Se n’è andato in punta di piedi

Genova. È morto a 85 anni Bruno Bolfo, fondatore del Gruppo Duferco. A dare l’annuncio è stato il nipote, oggi presidente del gruppo, Antonio Gozzi.
“Oggi è una giornata molto triste per le donne e gli uomini di Duferco. Ci lascia Bruno Bolfo, fondatore del nostro gruppo, l’uomo che ha dato vita ai nostri progetti e ci ha resi grandi. Se n’è andato in punta di piedi, con il suo stile sobrio e riservato, confermando anche in questo ultimo passaggio il suo inconfondibile understatement”.
Giovane e brillante dirigente di Siderexport, la società di trading dell’Italsider del secolo scorso, nel 1979 Bolfo aveva deciso di tentare l’avventura imprenditoriale fondando a San Paolo del Brasile la Duferco insieme a un piccolo gruppo di collaboratori, tutti liguri.
“In pochi anni l’azienda cresce e diventa il primo esportatore del Brasile, alimentando i fabbisogni di acciaio dei mercati asiatici attraverso la nascente siderurgia brasiliana.
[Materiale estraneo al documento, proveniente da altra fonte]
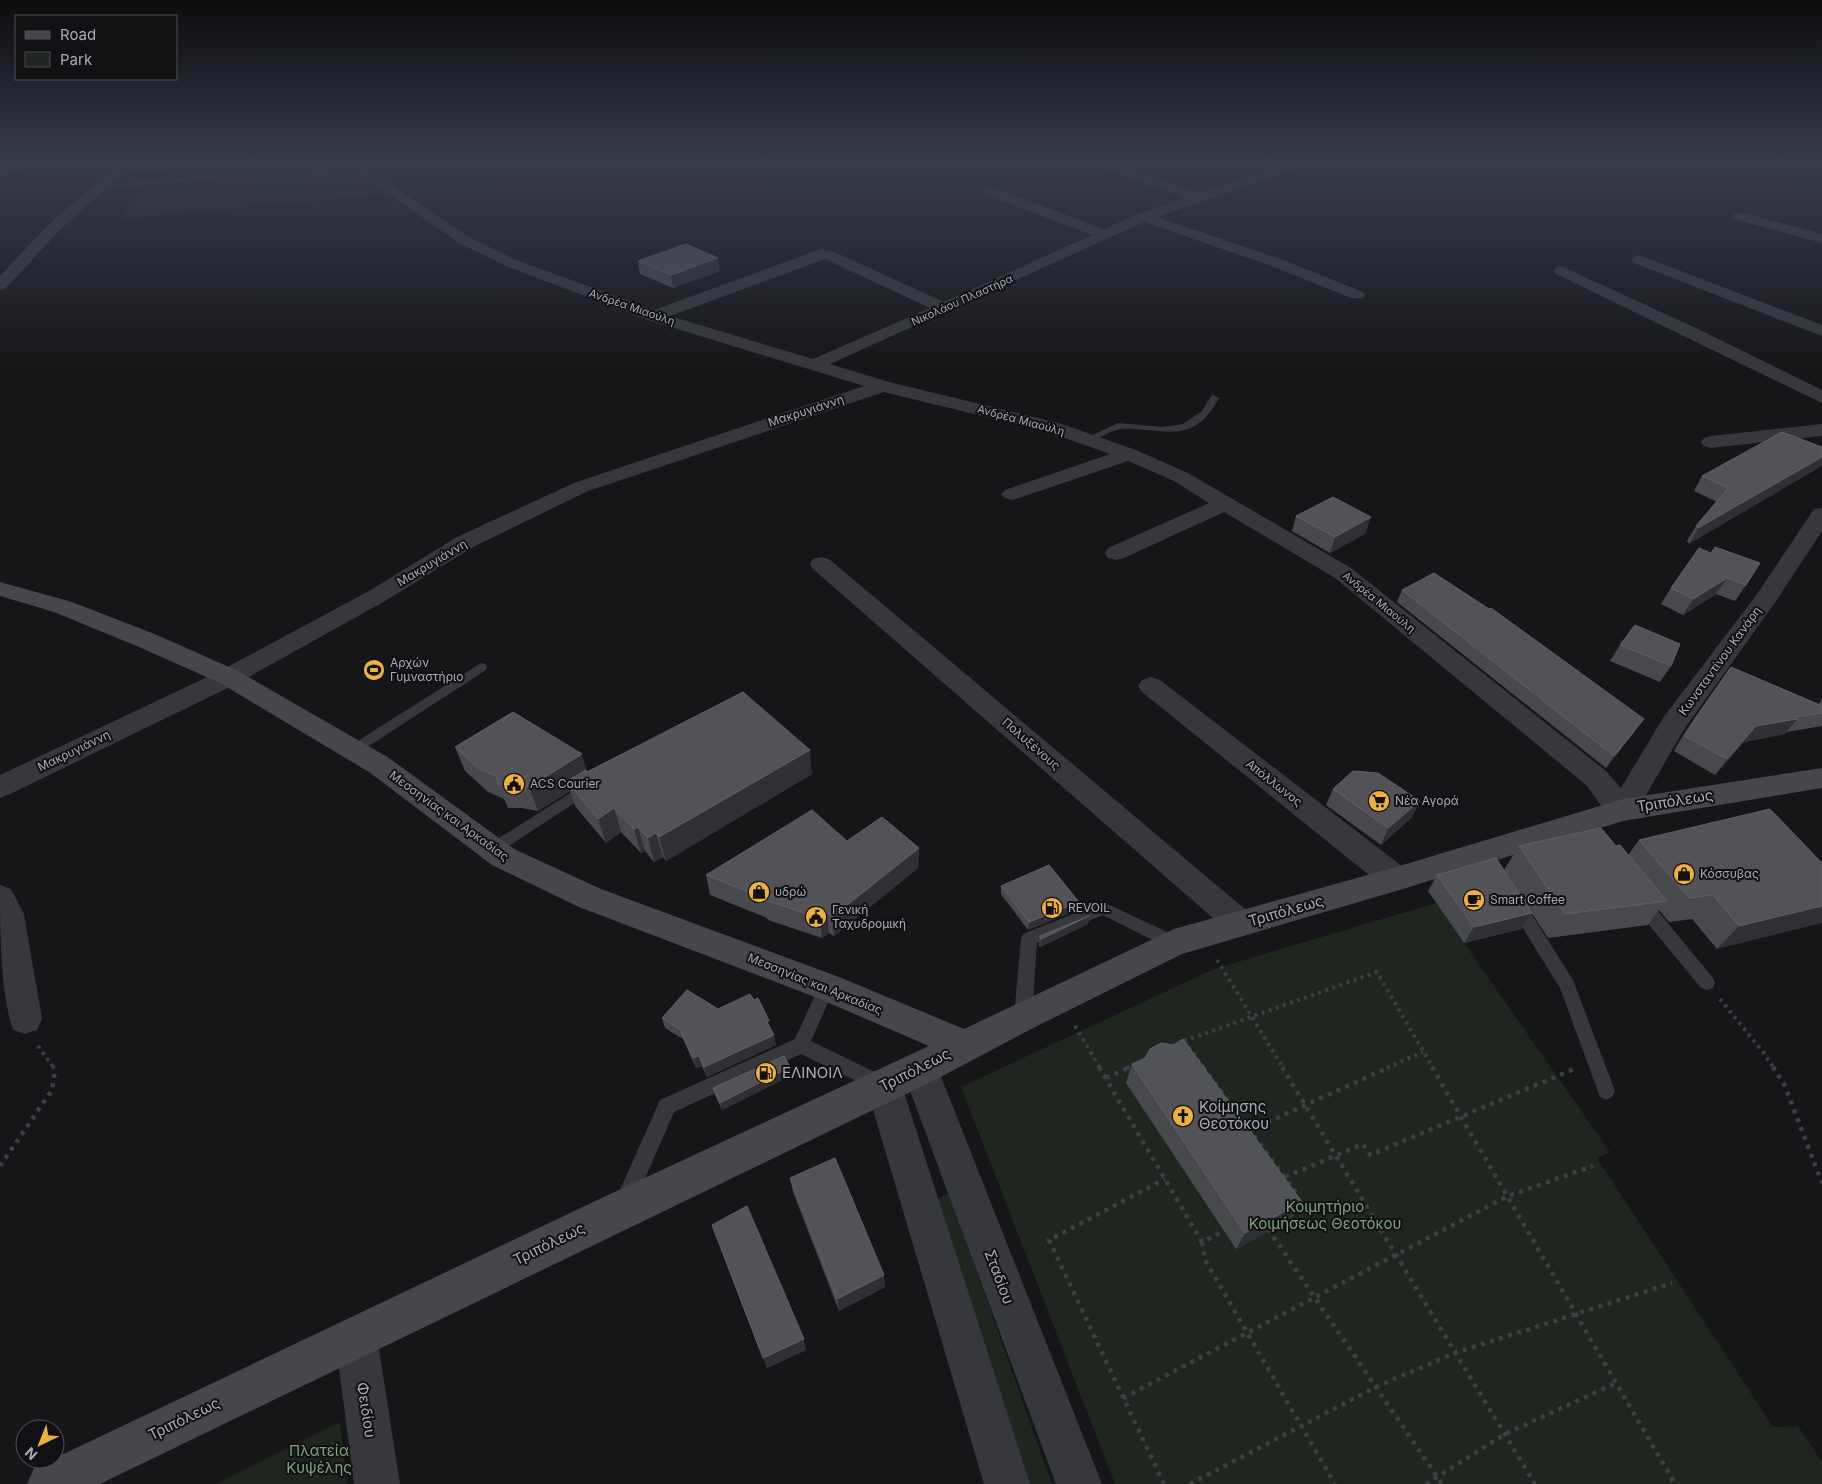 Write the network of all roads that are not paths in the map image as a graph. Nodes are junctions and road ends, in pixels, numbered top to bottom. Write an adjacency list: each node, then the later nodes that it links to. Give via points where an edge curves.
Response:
1 (50, 231): 11 (street)
2 (451, 231): 14 (street, Ανδρέα Μιαούλη, via 511,263)
3 (1097, 231): 7 (street)
4 (1110, 231): 7 (street, Νικολάου Πλαστήρα)
5 (1188, 231): 12 (street, via 1305,272)
6 (1794, 231): 8 (street)
7 (1104, 234): 13 (street, Νικολάου Πλαστήρα)
8 (1822, 239)
9 (1639, 260): 15 (street)
10 (1561, 271): 18 (street)
11 (0, 285)
12 (1357, 295)
13 (944, 308): 14 (street, via 821,254); 16 (street, Νικολάου Πλαστήρα)
14 (654, 316): 16 (street, Ανδρέα Μιαούλη)
15 (1822, 331)
16 (816, 364): 17 (street, Ανδρέα Μιαούλη)
17 (883, 386): 21 (street, Ανδρέα Μιαούλη); 31 (street, Μακρυγιάννη, via 581,487 466,542 377,596)
18 (1822, 397)
19 (1214, 398): 21 (lane, via 1206,413 1186,427 1162,430 1118,426)
20 (1822, 430): 22 (street)
21 (1089, 439): 23 (street, Ανδρέα Μιαούλη)
22 (1711, 442)
23 (1129, 454): 24 (street); 25 (street, Ανδρέα Μιαούλη, via 1181,477)
24 (1012, 494)
25 (1226, 504): 27 (street); 37 (street, Ανδρέα Μιαούλη, via 1343,573 1596,778)
26 (1822, 514): 37 (street, Κωνσταντίνου Κανάρη, via 1766,599 1673,725)
27 (1116, 553)
28 (821, 564): 43 (street, Πολυξένους)
29 (0, 590): 31 (main road, Μεσσηνίας και Αρκαδίας, via 74,611)
30 (481, 667): 33 (lane)
31 (229, 677): 33 (main road, Μεσσηνίας και Αρκαδίας); 35 (street, Μακρυγιάννη)
32 (1152, 686): 39 (street, Απόλλωνος)
33 (353, 750): 38 (main road, Μεσσηνίας και Αρκαδίας, via 379,765)
34 (1822, 778): 37 (main road, Τριπόλεως)
35 (0, 787)
36 (588, 787): 38 (lane)
37 (1623, 810): 39 (main road, Τριπόλεως, via 1583,831 1488,860)
38 (493, 849): 46 (main road, Μεσσηνίας και Αρκαδίας, via 503,857 590,898)
39 (1396, 879): 43 (main road, Τριπόλεως)
40 (1508, 891): 52 (lane, via 1567,985)
41 (1633, 892): 45 (lane)
42 (0, 898): 48 (street, via 8,914)
43 (1241, 924): 44 (main road, Τριπόλεως)
44 (1174, 943): 47 (main road, Τριπόλεως); 47 (lane, via 1103,908 1029,939)
45 (1707, 983)
46 (827, 988): 49 (lane); 50 (main road, Μεσσηνίας και Αρκαδίας)
47 (1023, 1016): 50 (main road, Τριπόλεως)
48 (25, 1019)
49 (801, 1045): 51 (lane); 53 (lane, via 667,1106)
50 (964, 1045): 51 (main road, Τριπόλεως)
51 (902, 1077): 53 (main road, Τριπόλεως); 57 (street); 58 (street, Σταδίου)
52 (1606, 1091)
53 (622, 1209): 54 (main road, Τριπόλεως)
54 (356, 1337): 55 (main road, Τριπόλεως); 56 (street, Φειδίου)
55 (50, 1484)
56 (377, 1484)
57 (1007, 1484)
58 (1079, 1484) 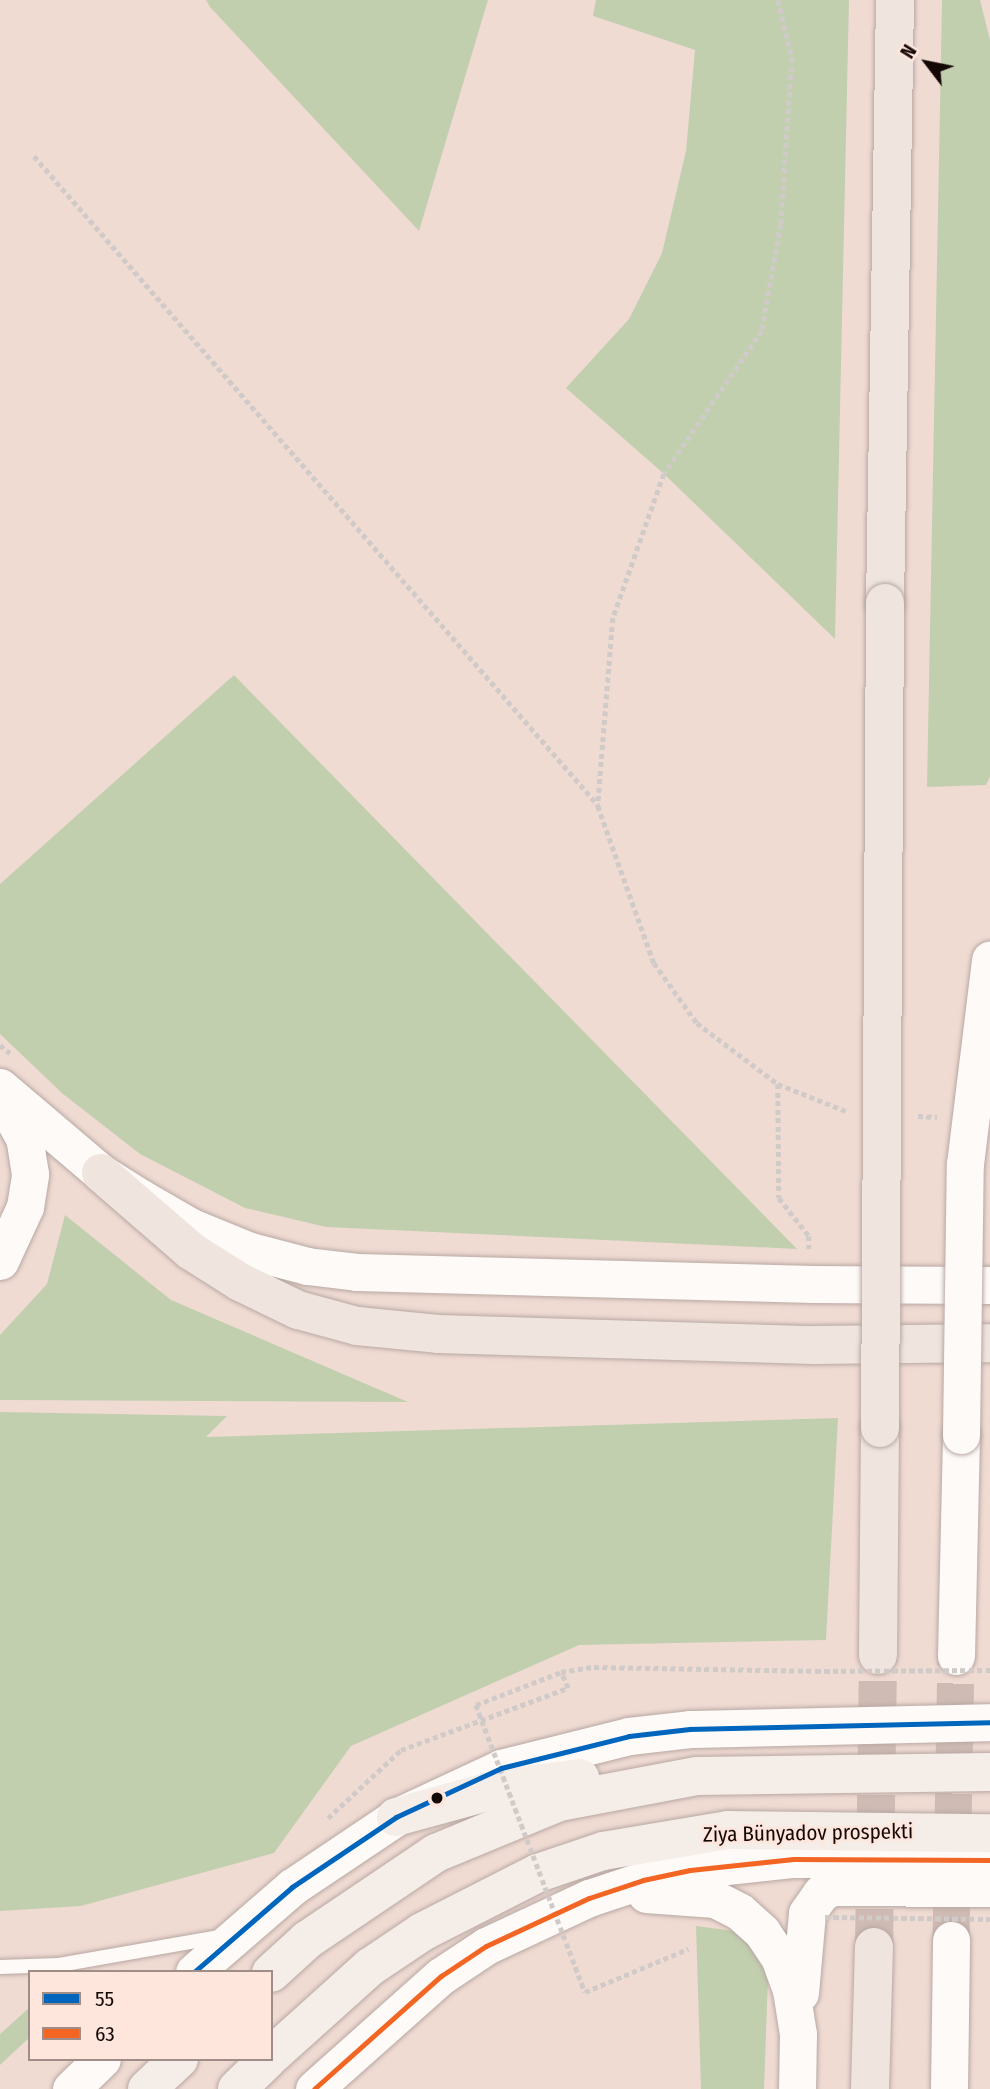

Il business cresce anche in Nord America e, a metà degli anni Ottanta, la società si trasferisce prima a New York e poi in Europa per cogliere da vicino le opportunità dell’approvvigionamento di acciaio proveniente dai Paesi dell’ex impero sovietico”, ricorda il gruppo.
A metà degli anni Novanta Bolfo comprese tra i primi che l’avvento di Internet era destinato a ridimensionare le asimmetrie informative sulle quali si fonda il trading e avvia una strategia di ingresso nella produzione siderurgica che ci porta, in pochi anni, a diventare, nel 2004, il trentaquattresimo produttore mondiale, con quasi otto milioni di tonnellate all’anno.
“Bruno è stato un uomo gentile e affascinante, ma anche tenace e determinato nelle decisioni. Aveva capito che Duferco era ormai una piattaforma destinata a diversificarsi in settori vicini e complementari alla siderurgia. È così che nasce il legame e la joint venture con la famiglia Romeo in Novamarine; è così che decidiamo di entrare nel mondo dell’energia – ricorda Gozzi – Con grande generosità, nella fase finale della sua attività professionale, ha favorito un delicato passaggio generazionale che ha portato Augusto e Vittoria Gozzi alla guida del Gruppo. Il più grande insegnamento che ci lascia è quello di osare sempre, con ottimismo e fiducia nei giovani e nel futuro. E poi ci consegna una convinzione profonda: il fare impresa può essere una straordinaria espressione della creatività umana”.